*** Excerpted records ***
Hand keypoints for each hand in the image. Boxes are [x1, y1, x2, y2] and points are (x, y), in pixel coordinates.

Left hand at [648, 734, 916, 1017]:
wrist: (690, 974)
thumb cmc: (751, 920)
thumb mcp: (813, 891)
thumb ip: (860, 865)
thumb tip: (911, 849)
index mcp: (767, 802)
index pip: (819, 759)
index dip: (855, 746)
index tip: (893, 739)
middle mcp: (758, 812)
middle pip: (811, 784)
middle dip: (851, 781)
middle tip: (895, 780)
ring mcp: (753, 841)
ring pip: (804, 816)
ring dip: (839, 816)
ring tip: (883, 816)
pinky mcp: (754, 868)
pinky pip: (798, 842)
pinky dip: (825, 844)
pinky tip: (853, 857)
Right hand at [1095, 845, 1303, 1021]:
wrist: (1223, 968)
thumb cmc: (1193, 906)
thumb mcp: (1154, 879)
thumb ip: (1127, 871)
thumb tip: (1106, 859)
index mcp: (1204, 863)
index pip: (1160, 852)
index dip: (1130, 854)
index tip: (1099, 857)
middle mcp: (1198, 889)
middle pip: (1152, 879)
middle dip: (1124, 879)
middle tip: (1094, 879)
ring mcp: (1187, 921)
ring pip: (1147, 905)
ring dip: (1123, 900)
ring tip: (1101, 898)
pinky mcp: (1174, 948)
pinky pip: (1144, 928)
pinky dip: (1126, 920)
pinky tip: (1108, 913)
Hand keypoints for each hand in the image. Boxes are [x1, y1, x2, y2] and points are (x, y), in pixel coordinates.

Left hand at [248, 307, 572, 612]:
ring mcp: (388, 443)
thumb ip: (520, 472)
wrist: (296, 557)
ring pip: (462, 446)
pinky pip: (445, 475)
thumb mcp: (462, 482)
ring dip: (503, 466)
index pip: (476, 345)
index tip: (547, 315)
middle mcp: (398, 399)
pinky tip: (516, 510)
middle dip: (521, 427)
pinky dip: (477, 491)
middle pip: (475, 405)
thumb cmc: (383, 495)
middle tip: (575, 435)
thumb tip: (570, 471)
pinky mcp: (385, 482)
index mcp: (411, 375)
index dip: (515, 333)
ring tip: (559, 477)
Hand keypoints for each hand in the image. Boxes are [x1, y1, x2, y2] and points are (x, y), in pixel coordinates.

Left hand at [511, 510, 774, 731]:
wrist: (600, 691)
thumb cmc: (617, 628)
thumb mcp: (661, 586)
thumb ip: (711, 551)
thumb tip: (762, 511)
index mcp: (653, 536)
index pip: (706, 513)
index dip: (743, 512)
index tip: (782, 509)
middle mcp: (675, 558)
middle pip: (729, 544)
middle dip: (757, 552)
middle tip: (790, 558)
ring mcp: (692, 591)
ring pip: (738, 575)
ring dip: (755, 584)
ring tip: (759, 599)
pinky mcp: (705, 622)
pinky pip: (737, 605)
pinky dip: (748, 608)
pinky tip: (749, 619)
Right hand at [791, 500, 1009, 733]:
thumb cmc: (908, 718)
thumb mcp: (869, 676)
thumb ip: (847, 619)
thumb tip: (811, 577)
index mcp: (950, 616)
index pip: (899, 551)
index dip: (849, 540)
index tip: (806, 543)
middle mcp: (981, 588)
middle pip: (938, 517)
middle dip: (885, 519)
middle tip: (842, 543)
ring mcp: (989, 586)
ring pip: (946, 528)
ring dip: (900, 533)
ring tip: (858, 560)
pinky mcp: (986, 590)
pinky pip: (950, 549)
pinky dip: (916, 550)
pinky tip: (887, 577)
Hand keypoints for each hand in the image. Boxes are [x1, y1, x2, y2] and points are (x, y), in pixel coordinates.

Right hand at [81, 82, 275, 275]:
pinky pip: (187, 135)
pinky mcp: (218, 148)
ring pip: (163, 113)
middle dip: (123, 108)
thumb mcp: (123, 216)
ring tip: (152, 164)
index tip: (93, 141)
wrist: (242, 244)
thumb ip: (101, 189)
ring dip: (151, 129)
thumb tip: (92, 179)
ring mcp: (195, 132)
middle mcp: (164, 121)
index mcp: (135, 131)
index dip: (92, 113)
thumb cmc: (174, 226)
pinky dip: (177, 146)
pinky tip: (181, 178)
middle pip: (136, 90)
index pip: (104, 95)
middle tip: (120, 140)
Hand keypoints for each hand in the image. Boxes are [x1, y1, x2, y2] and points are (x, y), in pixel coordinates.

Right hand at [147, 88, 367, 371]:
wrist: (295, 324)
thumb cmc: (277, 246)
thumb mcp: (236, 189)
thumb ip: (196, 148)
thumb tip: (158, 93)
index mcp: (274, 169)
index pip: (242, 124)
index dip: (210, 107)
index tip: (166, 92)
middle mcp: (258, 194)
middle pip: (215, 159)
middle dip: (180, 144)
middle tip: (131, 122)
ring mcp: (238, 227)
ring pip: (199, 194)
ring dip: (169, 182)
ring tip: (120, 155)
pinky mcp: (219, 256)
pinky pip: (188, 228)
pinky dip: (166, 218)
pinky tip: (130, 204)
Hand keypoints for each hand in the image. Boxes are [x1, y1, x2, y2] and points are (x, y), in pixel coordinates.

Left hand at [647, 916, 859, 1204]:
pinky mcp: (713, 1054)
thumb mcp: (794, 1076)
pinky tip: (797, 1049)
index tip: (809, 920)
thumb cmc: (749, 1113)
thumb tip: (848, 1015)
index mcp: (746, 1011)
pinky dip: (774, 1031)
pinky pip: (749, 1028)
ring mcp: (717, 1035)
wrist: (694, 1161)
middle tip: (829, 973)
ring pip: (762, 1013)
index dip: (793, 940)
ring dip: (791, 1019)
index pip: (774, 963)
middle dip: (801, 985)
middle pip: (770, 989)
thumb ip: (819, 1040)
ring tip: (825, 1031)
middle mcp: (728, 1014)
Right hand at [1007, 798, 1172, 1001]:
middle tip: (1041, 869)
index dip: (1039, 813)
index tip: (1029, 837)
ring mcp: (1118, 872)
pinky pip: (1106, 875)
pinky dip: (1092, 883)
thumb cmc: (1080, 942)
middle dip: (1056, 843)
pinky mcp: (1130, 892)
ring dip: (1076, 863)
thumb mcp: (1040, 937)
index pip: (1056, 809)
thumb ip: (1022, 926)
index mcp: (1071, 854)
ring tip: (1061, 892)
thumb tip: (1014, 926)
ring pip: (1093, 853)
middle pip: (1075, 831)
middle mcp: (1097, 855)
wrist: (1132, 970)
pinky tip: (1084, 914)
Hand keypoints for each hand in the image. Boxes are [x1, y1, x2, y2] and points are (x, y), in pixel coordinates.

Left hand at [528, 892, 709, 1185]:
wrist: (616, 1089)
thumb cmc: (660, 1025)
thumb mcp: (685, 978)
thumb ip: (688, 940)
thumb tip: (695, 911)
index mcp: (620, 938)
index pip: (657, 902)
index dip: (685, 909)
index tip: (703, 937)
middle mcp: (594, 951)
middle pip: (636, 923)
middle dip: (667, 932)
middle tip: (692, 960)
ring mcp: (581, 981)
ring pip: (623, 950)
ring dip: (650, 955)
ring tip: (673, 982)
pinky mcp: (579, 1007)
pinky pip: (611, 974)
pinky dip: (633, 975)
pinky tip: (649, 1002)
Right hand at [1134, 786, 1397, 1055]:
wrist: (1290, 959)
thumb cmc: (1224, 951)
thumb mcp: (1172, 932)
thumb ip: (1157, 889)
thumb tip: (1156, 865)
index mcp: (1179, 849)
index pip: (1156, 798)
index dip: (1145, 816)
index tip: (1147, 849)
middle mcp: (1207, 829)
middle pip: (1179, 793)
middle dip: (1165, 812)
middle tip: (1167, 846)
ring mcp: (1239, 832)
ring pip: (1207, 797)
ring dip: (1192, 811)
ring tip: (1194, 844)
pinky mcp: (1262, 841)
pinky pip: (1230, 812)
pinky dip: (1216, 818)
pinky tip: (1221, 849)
*** End of Excerpted records ***
- Your goal
Pull every line with the word "Left" from the data.

- Result
Left hand at [648, 734, 916, 1017]:
Left hand at [248, 307, 572, 612]:
Left hand at [511, 510, 774, 731]:
Left hand at [647, 916, 859, 1204]:
Left hand at [528, 892, 709, 1185]:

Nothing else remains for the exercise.